The relevant contract was for the development of software by Triple Point, and provided for the payment of liquidated damages for undelivered work “per day of delay from the due date for delivery up to the date PTT accepts such work”.
The Court of Appeal had noted that the “orthodox” position was that, if the work was never finished, liquidated damages accrued up to the date of termination of the contract, but not after. However, in Triple Point, the provision that the liquidated damages were to be paid up to the date of completion (when the works were accepted) meant that they had no application where the contractor never completed the works at all, and the employer would instead need to claim general damages with respect to the outstanding works. The Court of Appeal considered that the little-known case of British Glanzstoff v General Accident may, in some cases, provide binding authority that liquidated damages expressed in similar language do not apply at all.

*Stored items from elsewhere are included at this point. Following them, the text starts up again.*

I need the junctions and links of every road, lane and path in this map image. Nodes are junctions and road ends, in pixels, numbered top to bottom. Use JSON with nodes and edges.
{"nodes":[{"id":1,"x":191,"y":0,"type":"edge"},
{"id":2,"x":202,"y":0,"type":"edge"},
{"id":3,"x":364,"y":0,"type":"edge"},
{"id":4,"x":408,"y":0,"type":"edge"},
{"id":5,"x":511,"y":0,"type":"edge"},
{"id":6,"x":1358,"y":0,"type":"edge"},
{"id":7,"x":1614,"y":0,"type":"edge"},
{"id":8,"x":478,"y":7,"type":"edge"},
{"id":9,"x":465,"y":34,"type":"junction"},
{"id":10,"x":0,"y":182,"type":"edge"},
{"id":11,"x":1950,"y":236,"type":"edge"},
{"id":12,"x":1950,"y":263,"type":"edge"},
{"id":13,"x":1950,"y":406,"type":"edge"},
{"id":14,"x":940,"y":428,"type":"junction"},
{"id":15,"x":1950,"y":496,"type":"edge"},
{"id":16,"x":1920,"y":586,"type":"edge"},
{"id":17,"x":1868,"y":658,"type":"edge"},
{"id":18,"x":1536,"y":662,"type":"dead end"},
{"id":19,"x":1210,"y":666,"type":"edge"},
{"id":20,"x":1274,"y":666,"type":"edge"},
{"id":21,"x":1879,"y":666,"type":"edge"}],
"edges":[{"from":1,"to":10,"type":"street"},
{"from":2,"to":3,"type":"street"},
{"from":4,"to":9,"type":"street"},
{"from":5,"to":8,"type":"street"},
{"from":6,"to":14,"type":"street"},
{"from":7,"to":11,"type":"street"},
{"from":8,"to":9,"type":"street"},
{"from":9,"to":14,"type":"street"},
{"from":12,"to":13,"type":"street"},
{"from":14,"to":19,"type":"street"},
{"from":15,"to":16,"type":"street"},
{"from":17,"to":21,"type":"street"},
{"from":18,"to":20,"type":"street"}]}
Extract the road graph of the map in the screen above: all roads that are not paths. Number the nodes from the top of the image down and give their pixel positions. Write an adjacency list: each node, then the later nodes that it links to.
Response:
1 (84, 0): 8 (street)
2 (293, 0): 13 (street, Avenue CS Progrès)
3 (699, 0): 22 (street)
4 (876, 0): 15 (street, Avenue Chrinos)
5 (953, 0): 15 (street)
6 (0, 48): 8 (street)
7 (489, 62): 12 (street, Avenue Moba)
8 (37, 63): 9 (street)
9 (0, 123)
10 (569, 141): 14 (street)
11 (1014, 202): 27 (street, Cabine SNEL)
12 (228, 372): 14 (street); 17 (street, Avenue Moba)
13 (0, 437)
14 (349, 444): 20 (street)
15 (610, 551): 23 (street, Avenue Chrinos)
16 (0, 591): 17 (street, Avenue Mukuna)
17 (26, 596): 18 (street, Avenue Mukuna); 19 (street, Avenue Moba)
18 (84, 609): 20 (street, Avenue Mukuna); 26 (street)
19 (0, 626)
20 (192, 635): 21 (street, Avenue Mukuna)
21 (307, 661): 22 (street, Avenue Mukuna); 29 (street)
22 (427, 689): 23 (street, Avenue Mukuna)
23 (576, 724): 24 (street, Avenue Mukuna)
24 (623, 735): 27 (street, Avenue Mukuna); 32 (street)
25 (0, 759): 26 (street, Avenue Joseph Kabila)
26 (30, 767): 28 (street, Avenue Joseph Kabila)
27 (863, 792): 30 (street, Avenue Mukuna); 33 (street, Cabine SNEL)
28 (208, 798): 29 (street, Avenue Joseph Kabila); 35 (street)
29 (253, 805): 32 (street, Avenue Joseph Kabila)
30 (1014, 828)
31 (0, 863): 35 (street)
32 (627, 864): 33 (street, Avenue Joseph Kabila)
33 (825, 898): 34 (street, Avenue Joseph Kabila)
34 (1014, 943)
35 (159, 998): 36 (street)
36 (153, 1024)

Reversing the Court of Appeal judgment, the Supreme Court held that the orthodox position did apply, with the result that liquidated damages accrued until termination even where the work in question was never completed. The words “up to the date PTT accepts such work” simply provided for an end-date for the payment of liquidated damages, and did not mean that liquidated damages only applied where the work was accepted.
The Supreme Court considered the Court of Appeal’s approach to be inconsistent with commercial common sense and the accepted purpose of liquidated damages – namely the quick and certain resolution of claims for delay. It would be difficult to see why parties would want to provide for that benefit where work was delayed and completed, but would not want the same benefit where the work was delayed but never completed. Nor was it likely that they would intend for accrued rights to liquidated damages to be extinguished on termination of the contract. Moreover the Court of Appeal’s approach would have the effect that a contractor who badly overruns would be incentivised never to complete the works, which did not make sense. The Supreme Court considered that the British Glanzstoff case turned on its own facts and established no new proposition of law.
The Supreme Court’s decision provides welcome clarity (and finality) on the issue and represents a return to the generally understood position on liquidated damages. If parties do wish to limit the application of liquidated damages to instances where the work is ultimately completed, very clear words are likely to be required to achieve that effect.
There were two other issues that the Supreme Court addressed:
- Thankfully the Supreme Court clarified that the Court of Appeal had gone down the wrong route in concluding that the word "negligence", in the liability cap carve-out, referred only to an independent tort (ie separate from a contractual breach of an obligation to exercise reasonable skill and care).
- On the particular wording the Supreme Court agreed with the Court of Appeal that liquidated damages fell within the cap on liability.